▶ Required action
Copy exactly, and only, the lines between the start of the entries below and the line containing "ring pip: (618, 2)", both inclusive. Omit pictures.

-- Material for the task follows --

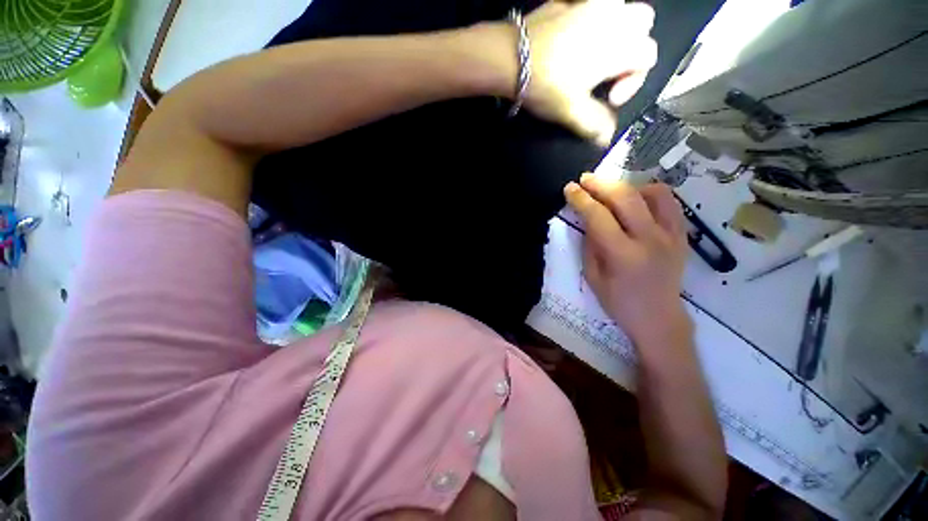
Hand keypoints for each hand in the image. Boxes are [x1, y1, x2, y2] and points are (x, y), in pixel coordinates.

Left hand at [525, 1, 656, 145]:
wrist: (503, 54)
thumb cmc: (545, 82)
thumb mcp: (573, 112)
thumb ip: (598, 125)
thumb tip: (606, 135)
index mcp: (621, 45)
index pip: (649, 53)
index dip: (636, 78)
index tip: (611, 96)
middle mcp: (610, 20)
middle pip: (643, 17)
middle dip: (637, 36)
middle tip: (617, 57)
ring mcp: (586, 5)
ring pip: (618, 2)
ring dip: (617, 17)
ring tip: (602, 38)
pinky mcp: (563, 1)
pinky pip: (586, 2)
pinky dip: (586, 13)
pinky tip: (571, 31)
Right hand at [564, 173, 690, 344]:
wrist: (660, 319)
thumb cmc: (623, 306)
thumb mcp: (595, 282)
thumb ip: (590, 246)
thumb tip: (587, 217)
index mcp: (624, 257)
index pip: (599, 217)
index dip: (581, 199)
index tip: (570, 189)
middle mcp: (650, 240)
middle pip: (625, 196)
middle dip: (601, 184)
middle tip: (586, 180)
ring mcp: (670, 236)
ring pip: (653, 192)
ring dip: (630, 186)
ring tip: (617, 193)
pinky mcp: (681, 235)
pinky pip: (670, 202)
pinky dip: (654, 194)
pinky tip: (642, 200)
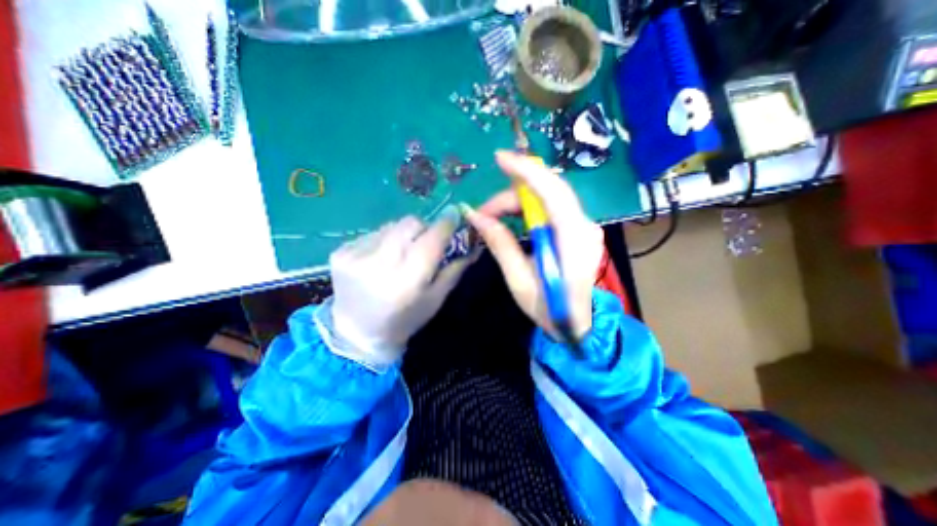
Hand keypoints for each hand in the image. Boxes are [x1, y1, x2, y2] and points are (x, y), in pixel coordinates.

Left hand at [327, 203, 472, 366]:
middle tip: (425, 242)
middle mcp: (379, 265)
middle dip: (423, 228)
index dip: (445, 224)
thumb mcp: (436, 299)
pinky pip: (373, 233)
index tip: (455, 214)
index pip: (431, 240)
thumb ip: (455, 269)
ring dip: (402, 235)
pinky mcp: (340, 252)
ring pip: (391, 225)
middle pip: (410, 224)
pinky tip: (380, 259)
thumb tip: (473, 244)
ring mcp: (355, 256)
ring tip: (399, 254)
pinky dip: (383, 241)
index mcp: (407, 282)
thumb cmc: (404, 320)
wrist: (357, 332)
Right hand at [464, 151, 604, 340]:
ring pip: (548, 197)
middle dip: (511, 195)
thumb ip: (500, 245)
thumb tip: (476, 216)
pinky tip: (512, 217)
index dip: (526, 170)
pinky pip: (552, 207)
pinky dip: (529, 207)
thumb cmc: (549, 309)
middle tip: (483, 213)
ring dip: (517, 202)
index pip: (552, 192)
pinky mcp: (578, 229)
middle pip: (547, 191)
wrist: (578, 324)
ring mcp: (584, 226)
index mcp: (572, 240)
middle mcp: (584, 226)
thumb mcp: (519, 281)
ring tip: (492, 217)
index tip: (500, 159)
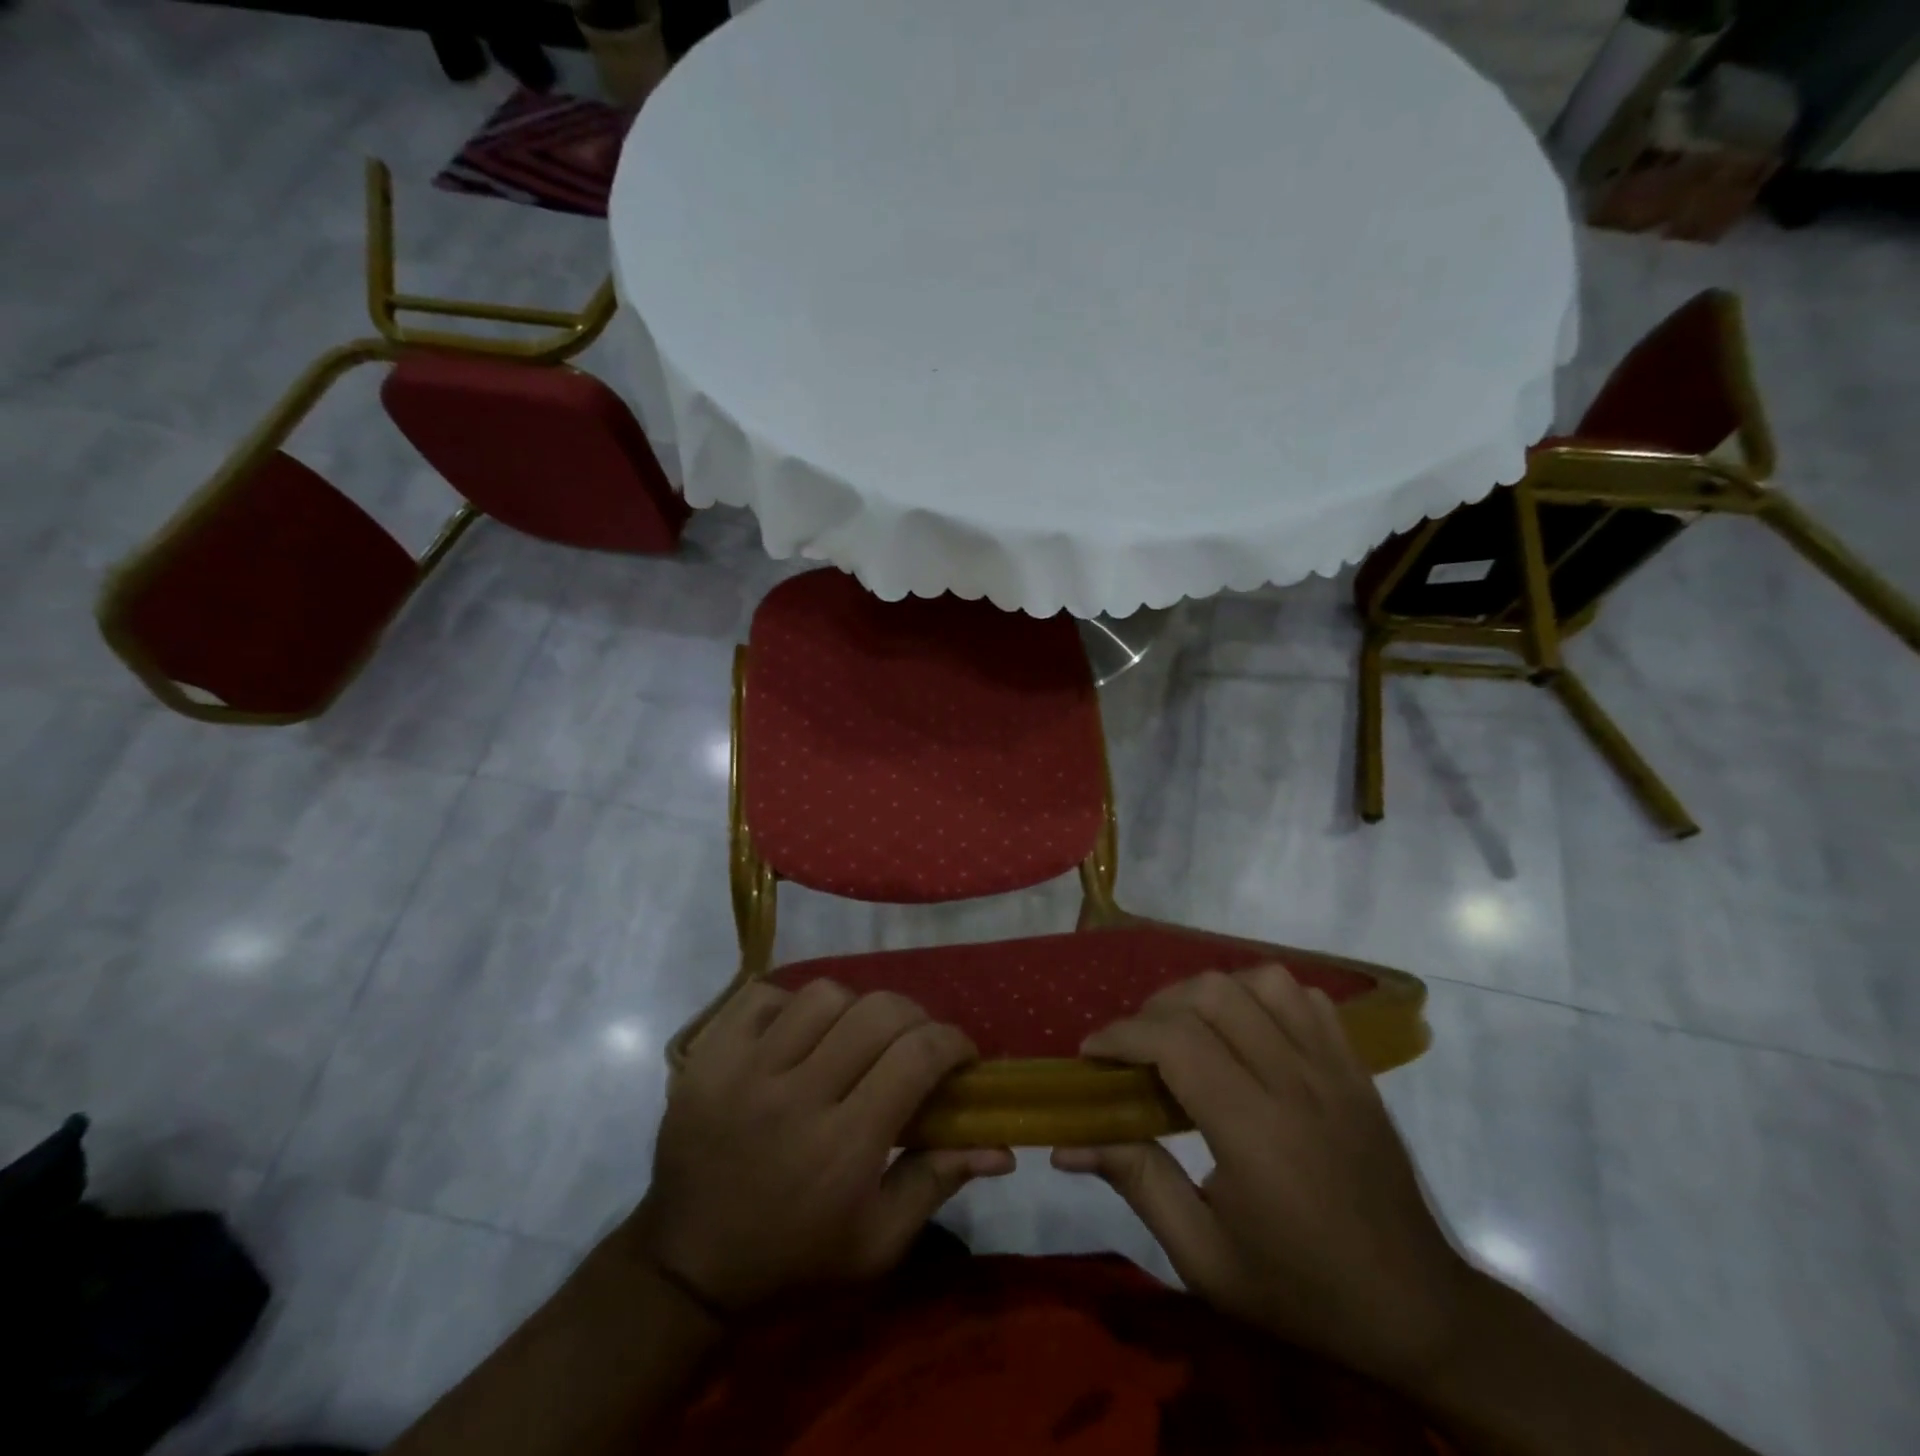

-- Material for the task concluded --

▶ Your solution
Hand keypoints for each hand in the image. Boxes are [x1, y1, x2, y2] and points are (x, y), in pixel coordinates.

Left hand at [525, 1, 656, 145]:
wrist: (503, 54)
thumb cmc: (545, 82)
thumb mcp: (573, 112)
thumb ip: (598, 125)
thumb tip: (606, 135)
index mcp: (621, 45)
index pip: (649, 53)
index dip: (636, 78)
index tip: (611, 96)
middle mcp: (610, 20)
middle pip: (643, 17)
middle dip: (637, 36)
middle tip: (617, 57)
ring mcp: (586, 5)
ring pip: (618, 2)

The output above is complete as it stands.